User focus: No additional user-provided review focus was present.
|
/review |
There was a problem hiding this comment.
I found one blocking correctness issue in the latest revision. The PR goal is clear and the MySQL JDBC CREATE/DROP SQL path is small, and the regression test covers the happy path plus basic IF EXISTS/IF NOT EXISTS behavior. However, the new edit-log replay implementation for plugin-driven catalogs now performs external catalog initialization during replay, which is not safe for FE journal replay or restart.
Critical checkpoint conclusions:
- Goal/test: Adds CREATE/DROP DATABASE support for plugin-driven JDBC/MySQL catalogs; covered by a JDBC regression test, but the multi-FE replay path is not covered.
- Scope: Mostly focused, but replay behavior diverges from the existing ExternalCatalog replay contract.
- Concurrency/lifecycle: No new explicit shared mutable state, but replay lifecycle is problematic because it may initialize connector resources and rebuild remote metadata while applying journal entries.
- Configuration/compatibility: No new config or storage format; uses existing CreateDbInfo/DropDbInfo records.
- Parallel paths: Existing ExternalCatalog replay avoids remote initialization; this new plugin-driven override should preserve that behavior.
- Tests: Functional test exists for single-FE create/drop, but no failover/replay test covers the new persistence path.
- Observability/performance: Logging is adequate; replay currently does unnecessary remote IO.
- Transaction/persistence: Blocking issue below: journal replay must be local and equivalent, not dependent on external service availability.
User focus: no additional user-provided review focus was specified.
|
/review |
There was a problem hiding this comment.
I found a blocking persistence issue in the new plugin-driven external catalog DDL path. The remote CREATE/DROP succeeds before the FE edit log is written, but the edit-log failure is caught and only logged, so the client can receive success for a metadata mutation that followers and restarted FEs will never replay.

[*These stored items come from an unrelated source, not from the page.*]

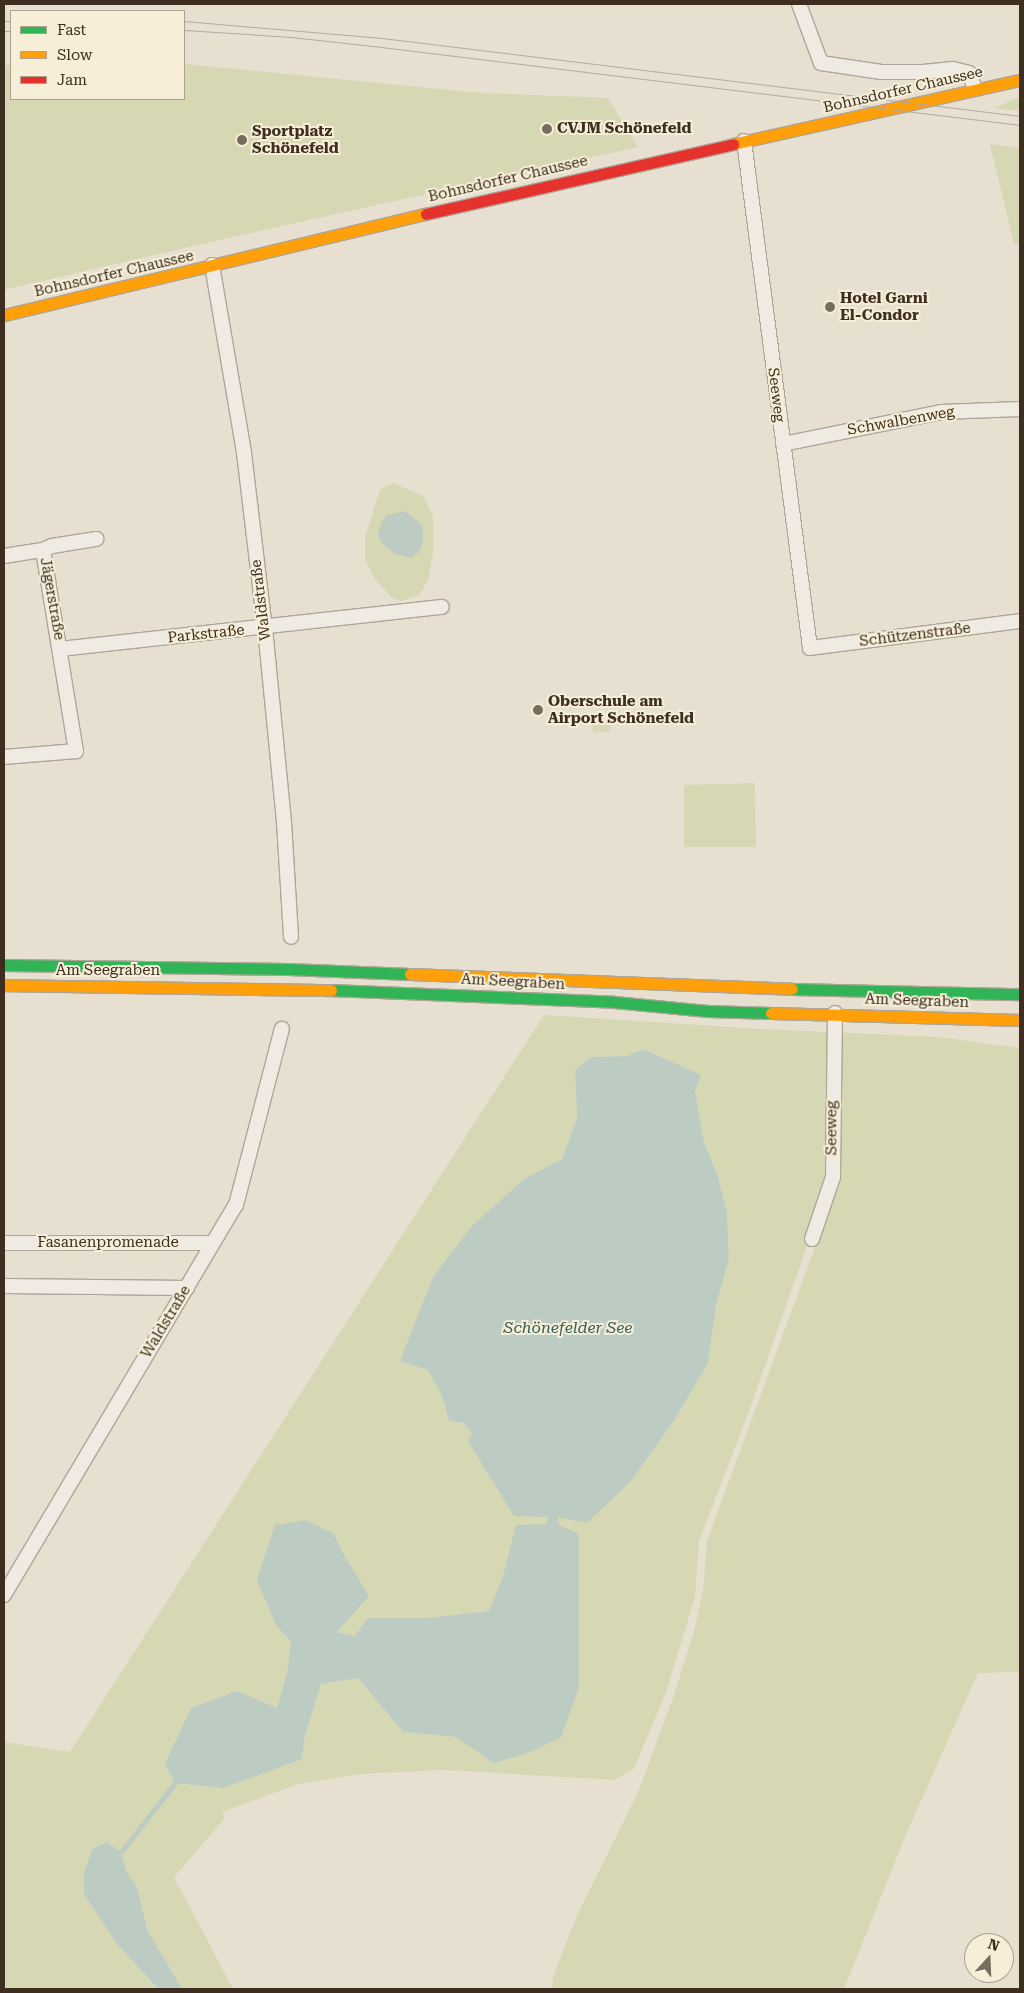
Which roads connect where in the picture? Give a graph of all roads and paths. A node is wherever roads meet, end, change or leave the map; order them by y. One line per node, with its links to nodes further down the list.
1 (799, 4): 3 (street)
2 (1020, 80): 3 (main road, Bohnsdorfer Chaussee)
3 (975, 89): 4 (main road, Bohnsdorfer Chaussee)
4 (744, 141): 5 (main road, Bohnsdorfer Chaussee); 8 (street, Seeweg)
5 (212, 265): 6 (main road, Bohnsdorfer Chaussee); 14 (street, Waldstraße)
6 (4, 315)
7 (1020, 409): 8 (street, Schwalbenweg)
8 (783, 444): 15 (street, Seeweg)
9 (96, 539): 10 (street, Jägerstraße)
10 (43, 550): 11 (street, Jägerstraße); 16 (street, Jägerstraße)
11 (4, 556)
12 (442, 607): 14 (street, Parkstraße)
13 (1020, 621): 15 (street, Schützenstraße)
14 (265, 628): 16 (street, Parkstraße); 18 (street, Waldstraße)
15 (810, 648)
16 (60, 649): 17 (street, Jägerstraße)
17 (4, 757)
18 (291, 937)
19 (4, 965): 21 (main road, Am Seegraben)
20 (4, 985): 22 (main road, Am Seegraben)
21 (1020, 994)
22 (835, 1013): 23 (main road, Am Seegraben); 25 (street, Seeweg)
23 (1020, 1020)
24 (282, 1030): 27 (street, Waldstraße)
25 (812, 1240)
26 (4, 1243): 27 (street, Fasanenpromenade)
27 (212, 1243): 29 (street, Waldstraße)
28 (4, 1286): 29 (street)
29 (187, 1288): 30 (street, Waldstraße)
30 (4, 1595)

This violates the EditLog fatal-error rule and can leave FEs with divergent catalog caches after failover/restart.
Critical checkpoints:
- Goal/test: the PR adds MySQL JDBC create/drop database support and a basic regression test, but the test does not cover edit-log failure/replay/failover behavior.
- Scope: the main functional change is small, but the custom edit-log handling diverges from the existing ExternalCatalog path.
- Concurrency: no new shared mutable state or locking issue found beyond cache invalidation/replay behavior already raised in existing threads.
- Lifecycle: replay no longer forces remote initialization, addressing the existing replay context; no additional lifecycle issue found.
- Configuration/compatibility: no new config or incompatible storage/protocol format found.
- Parallel paths: the existing ExternalCatalog create/drop path does not swallow log failures; plugin-driven path should follow that invariant.
- Tests: added regression covers happy path and simple errors only; no replay/failover/log-failure coverage.
- Observability: logs exist, but logging is not sufficient for durable-log failure.
- Persistence: blocking issue found; edit-log failures are swallowed.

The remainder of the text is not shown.